Sorry if I'm resurrecting an old post here, but finding information on fixing outdated things on the internet ain't all that easy, especially when most manufacturers' websites usually present to users that "No, no, we've never even heard of such a product! But hey, here's a bunch of our new products you can buy instead!". -ah, capitalism....

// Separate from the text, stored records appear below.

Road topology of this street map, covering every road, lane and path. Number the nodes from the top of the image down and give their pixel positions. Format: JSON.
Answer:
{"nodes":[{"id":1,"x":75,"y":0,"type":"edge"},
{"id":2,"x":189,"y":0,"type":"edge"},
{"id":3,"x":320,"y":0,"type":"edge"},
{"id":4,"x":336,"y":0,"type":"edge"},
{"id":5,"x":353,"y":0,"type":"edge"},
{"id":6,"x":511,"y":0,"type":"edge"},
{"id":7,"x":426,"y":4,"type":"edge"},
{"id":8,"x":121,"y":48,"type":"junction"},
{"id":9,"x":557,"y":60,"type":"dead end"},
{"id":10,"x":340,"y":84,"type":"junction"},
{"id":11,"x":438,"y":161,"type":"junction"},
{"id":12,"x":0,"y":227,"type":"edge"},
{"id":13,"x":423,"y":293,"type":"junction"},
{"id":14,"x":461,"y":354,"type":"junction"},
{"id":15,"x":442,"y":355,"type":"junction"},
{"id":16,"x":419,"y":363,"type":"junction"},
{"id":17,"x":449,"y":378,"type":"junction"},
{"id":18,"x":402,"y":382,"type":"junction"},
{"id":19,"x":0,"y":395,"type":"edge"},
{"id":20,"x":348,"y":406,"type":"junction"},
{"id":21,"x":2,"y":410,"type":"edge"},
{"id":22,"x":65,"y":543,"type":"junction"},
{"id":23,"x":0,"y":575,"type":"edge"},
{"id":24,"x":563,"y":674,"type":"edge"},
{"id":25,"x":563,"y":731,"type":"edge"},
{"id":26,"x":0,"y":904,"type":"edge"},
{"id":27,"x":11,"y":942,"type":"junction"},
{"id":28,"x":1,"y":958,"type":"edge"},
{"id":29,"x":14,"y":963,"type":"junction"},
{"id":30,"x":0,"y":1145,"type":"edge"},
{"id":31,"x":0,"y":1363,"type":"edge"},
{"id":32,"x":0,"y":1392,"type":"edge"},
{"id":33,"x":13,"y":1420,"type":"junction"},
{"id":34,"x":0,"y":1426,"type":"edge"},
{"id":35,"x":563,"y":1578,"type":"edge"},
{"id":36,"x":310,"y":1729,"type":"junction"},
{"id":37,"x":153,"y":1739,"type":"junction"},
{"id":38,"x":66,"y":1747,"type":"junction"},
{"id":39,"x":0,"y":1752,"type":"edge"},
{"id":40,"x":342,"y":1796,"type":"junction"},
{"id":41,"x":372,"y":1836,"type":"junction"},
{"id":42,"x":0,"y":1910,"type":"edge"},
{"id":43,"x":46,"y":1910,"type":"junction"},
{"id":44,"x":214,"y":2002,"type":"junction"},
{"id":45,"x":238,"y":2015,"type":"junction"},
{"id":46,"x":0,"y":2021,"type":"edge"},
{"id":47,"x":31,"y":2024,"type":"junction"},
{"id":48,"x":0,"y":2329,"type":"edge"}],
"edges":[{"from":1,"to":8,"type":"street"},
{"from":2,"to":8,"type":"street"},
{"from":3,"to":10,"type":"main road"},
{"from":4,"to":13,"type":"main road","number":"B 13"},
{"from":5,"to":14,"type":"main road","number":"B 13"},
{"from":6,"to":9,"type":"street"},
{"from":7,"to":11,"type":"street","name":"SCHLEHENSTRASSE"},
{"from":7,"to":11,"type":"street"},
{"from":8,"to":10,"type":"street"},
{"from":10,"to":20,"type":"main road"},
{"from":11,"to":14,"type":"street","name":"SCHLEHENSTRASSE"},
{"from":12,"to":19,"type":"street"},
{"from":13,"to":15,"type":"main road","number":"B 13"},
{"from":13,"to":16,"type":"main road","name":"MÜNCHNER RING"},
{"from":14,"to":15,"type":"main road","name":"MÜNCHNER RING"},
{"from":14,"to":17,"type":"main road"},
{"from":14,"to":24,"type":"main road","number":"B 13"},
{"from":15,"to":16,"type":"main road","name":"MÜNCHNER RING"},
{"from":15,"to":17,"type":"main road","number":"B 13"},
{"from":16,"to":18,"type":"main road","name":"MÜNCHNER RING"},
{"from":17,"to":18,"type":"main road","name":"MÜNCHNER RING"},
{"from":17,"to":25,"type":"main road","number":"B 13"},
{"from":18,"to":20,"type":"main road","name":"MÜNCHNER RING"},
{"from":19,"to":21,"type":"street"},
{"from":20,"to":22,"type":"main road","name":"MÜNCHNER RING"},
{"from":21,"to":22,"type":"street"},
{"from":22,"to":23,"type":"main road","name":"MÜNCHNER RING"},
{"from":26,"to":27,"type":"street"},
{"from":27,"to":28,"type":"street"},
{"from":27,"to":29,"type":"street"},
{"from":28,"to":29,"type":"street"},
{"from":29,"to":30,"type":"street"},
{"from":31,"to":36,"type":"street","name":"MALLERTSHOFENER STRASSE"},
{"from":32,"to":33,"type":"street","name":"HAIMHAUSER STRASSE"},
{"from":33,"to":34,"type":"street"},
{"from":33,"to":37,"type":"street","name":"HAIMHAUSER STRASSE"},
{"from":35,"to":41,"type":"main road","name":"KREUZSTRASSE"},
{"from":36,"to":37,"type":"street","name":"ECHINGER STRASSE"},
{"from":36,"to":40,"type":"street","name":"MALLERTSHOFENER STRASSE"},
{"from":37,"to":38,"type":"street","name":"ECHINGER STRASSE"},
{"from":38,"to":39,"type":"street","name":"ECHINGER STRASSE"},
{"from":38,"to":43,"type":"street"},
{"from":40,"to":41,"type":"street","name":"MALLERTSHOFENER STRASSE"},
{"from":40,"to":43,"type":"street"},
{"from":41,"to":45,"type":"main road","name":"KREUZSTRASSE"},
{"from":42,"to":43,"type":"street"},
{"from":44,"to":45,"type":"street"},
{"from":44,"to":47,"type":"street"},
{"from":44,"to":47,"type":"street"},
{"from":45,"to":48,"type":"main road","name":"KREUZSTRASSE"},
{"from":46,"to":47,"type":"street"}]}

If you want it, parts diagram for a similar Krups coffee maker, (didn't find one for the 467, but a lot of the parts are similar). They do have the parts list for the 467, just no diagram. https://www.ereplacementparts.com/krups-fme411-coffee-maker-proaroma-parts-c-144838_144839_144928.html
ok, hope this helps someone.
Posted on Jan 07, 2018
For what it\'s worth, my own strategy for fixing these units was to scrounge eBay for old ones, and use them as spare parts boxes. They were cheap, of course, and I managed to keep the 452/453 units working for a decade. About 4 months ago (2/2014), I finally caved and bought another coffee maker. The primary advantage of the Krups was decent firmware in the maker... lots of options... plate/brew temperature, auto-off interval, auto-off interval recycling/reset on power cycle, carafe pre-heat, easy to use. Nice work on the firmware, actually. It also appears that the replacement model maintained a fair amount of that, except you can\'t reset the auto-off timer with a power cycle anymore and they\'ve economized out many of the old buttons with menu selections that keep cost down at the expense of complexity, but the newer units are a pretty good bang for the buck for those who don\'t want to follow the Keurig path. So my model recommendation for the moment is the Krups FME2. (Since I plan to keep this running another decade, I bought an open box special for $12 as a spare parts box and have bought a total of 4 for an office, main house, second home, and the spare. So far, so good. Old gold filters do not fit the new funnel, but these makers are cheap and if you liked the 452/3 models, after a short learning curve, you\'ll like this one.
Still has the lame thermal fuse and will not let your start the unit with no water in the reservoir, so maxing out the autooff is the best way to prolong the ON period while maintaining leave-the-house safety. The best coffee comes out of the machine in the first 15 minutes, anyway, so after that it\'s all about caffeine, not flavor.